What the exercise asks
The answer must consist of every line in the records that contains the word "paths".

-=-=-

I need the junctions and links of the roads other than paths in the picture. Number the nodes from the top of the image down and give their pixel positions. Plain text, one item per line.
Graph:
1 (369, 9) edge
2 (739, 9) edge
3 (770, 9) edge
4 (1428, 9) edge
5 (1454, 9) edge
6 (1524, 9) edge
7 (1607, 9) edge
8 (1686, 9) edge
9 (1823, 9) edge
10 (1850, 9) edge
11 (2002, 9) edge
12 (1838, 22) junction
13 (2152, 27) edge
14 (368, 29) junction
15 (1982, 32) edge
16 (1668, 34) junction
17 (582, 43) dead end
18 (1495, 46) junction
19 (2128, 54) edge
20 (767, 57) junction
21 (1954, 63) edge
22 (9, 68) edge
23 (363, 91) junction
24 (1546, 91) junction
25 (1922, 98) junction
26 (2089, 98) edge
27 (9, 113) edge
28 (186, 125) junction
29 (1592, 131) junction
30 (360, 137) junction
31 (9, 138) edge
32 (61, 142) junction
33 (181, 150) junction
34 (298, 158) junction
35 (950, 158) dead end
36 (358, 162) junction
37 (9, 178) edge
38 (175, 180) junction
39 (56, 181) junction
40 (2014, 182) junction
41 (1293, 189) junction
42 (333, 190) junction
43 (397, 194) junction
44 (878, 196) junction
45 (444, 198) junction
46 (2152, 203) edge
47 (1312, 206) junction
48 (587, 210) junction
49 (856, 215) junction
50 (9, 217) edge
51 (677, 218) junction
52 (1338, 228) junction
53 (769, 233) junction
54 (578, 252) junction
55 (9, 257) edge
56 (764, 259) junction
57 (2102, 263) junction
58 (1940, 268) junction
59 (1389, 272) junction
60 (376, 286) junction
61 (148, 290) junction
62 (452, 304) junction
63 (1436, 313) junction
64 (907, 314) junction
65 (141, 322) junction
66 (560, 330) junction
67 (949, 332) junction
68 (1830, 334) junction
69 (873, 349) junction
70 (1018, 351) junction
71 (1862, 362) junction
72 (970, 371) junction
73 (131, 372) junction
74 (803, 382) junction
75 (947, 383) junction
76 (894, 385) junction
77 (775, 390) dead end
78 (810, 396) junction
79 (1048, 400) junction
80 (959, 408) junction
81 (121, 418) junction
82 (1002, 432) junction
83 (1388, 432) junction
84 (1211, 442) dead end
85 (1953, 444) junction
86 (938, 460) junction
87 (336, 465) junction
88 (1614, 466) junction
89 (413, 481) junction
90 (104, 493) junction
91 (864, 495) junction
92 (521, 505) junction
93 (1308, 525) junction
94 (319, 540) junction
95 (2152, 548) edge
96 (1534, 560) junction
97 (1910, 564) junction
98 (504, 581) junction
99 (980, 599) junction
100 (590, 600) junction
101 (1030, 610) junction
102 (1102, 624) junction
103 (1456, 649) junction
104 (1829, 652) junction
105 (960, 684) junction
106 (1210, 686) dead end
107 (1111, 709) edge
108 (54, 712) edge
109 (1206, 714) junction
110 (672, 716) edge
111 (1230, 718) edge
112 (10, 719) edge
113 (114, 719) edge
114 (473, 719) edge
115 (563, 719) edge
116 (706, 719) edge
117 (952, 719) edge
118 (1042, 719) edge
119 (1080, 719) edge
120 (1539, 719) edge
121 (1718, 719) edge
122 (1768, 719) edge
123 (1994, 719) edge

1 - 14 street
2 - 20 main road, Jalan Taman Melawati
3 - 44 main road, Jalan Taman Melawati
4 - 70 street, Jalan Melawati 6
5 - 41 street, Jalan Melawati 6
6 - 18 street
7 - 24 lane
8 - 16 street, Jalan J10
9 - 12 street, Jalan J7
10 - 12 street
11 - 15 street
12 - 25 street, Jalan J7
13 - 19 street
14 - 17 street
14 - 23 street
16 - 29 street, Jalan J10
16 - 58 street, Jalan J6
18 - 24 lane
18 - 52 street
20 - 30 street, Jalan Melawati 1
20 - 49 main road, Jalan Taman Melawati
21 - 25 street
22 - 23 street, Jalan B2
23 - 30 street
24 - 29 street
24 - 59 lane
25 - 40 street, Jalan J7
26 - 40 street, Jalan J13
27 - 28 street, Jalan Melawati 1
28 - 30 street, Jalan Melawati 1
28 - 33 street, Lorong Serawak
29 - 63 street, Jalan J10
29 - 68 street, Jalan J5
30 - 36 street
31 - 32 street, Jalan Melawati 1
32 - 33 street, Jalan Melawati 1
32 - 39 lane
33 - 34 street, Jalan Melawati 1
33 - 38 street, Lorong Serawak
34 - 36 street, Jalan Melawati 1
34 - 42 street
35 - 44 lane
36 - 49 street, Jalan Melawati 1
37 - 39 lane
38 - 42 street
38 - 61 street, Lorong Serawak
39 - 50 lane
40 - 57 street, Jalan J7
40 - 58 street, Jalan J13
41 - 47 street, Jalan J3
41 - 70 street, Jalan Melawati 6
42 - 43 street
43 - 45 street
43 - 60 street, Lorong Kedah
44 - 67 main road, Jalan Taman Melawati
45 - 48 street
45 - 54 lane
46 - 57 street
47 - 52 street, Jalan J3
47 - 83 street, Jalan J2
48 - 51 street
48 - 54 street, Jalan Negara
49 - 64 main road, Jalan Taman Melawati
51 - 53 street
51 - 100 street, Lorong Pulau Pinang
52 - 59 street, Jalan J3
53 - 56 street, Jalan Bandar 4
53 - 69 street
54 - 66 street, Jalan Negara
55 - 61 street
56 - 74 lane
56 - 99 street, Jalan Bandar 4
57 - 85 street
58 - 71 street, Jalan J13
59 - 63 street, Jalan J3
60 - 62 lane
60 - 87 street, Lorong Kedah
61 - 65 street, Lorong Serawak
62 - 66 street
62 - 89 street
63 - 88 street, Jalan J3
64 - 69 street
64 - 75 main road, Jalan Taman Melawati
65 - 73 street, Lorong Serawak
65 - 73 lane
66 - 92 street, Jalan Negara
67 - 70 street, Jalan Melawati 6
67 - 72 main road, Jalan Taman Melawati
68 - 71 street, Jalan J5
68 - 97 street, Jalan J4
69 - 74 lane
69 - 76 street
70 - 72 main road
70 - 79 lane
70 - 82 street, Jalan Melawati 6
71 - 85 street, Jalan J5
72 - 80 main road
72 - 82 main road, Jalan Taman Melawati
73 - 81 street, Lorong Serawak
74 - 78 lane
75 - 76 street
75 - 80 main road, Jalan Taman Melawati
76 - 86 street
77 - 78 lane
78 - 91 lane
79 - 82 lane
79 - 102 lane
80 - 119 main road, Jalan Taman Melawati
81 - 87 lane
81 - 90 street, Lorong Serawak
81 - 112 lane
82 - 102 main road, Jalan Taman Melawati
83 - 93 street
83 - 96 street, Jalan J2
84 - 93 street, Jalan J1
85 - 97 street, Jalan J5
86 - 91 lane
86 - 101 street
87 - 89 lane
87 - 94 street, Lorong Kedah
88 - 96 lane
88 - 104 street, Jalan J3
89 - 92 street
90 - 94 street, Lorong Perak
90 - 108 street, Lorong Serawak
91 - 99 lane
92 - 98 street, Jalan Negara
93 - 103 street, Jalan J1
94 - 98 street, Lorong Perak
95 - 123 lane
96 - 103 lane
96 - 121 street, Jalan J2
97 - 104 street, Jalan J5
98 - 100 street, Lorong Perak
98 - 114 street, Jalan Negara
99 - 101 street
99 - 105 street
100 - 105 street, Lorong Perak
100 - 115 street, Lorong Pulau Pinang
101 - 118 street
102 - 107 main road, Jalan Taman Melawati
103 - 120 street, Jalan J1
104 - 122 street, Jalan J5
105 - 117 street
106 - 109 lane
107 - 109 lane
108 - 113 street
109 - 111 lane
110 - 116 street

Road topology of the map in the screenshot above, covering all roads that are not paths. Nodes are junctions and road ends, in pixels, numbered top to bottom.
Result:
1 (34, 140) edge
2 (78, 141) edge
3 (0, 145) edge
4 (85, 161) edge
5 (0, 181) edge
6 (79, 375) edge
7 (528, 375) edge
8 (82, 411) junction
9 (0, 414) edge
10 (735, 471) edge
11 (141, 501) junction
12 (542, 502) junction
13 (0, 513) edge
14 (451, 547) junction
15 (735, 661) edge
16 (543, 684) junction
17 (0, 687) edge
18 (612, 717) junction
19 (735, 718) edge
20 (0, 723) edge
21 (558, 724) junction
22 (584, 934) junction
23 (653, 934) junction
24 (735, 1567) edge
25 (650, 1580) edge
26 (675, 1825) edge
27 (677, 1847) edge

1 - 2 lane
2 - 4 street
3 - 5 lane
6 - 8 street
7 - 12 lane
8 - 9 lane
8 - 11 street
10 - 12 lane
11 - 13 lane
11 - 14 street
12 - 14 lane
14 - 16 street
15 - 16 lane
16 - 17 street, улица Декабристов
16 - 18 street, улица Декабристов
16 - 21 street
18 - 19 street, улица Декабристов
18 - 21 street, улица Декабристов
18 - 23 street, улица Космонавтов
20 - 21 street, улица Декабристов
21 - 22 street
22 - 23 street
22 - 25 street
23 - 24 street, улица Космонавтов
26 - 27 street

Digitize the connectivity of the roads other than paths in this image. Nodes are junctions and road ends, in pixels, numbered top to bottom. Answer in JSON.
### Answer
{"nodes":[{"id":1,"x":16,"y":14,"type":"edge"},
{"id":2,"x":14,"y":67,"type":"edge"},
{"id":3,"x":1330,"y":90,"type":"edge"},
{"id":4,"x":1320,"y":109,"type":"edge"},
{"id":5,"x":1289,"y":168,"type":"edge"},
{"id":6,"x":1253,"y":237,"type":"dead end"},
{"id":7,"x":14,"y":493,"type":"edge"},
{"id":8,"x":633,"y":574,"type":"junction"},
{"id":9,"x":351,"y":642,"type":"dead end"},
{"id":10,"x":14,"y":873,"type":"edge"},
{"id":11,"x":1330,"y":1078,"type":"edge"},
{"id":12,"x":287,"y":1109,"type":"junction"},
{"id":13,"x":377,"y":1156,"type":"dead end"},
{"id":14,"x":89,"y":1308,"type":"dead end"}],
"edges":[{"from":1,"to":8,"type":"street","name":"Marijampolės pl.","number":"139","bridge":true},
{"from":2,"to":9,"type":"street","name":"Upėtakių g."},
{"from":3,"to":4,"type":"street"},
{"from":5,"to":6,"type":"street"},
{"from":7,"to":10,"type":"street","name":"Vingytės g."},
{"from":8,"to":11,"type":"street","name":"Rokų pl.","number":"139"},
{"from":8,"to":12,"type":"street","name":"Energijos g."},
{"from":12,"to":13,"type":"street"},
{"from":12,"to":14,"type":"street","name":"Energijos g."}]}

-=-=-

Solution for this problem
I need the junctions and links of the roads other than paths in the picture. Number the nodes from the top of the image down and give their pixel positions. Plain text, one item per line.
Road topology of the map in the screenshot above, covering all roads that are not paths. Nodes are junctions and road ends, in pixels, numbered top to bottom.
Digitize the connectivity of the roads other than paths in this image. Nodes are junctions and road ends, in pixels, numbered top to bottom. Answer in JSON.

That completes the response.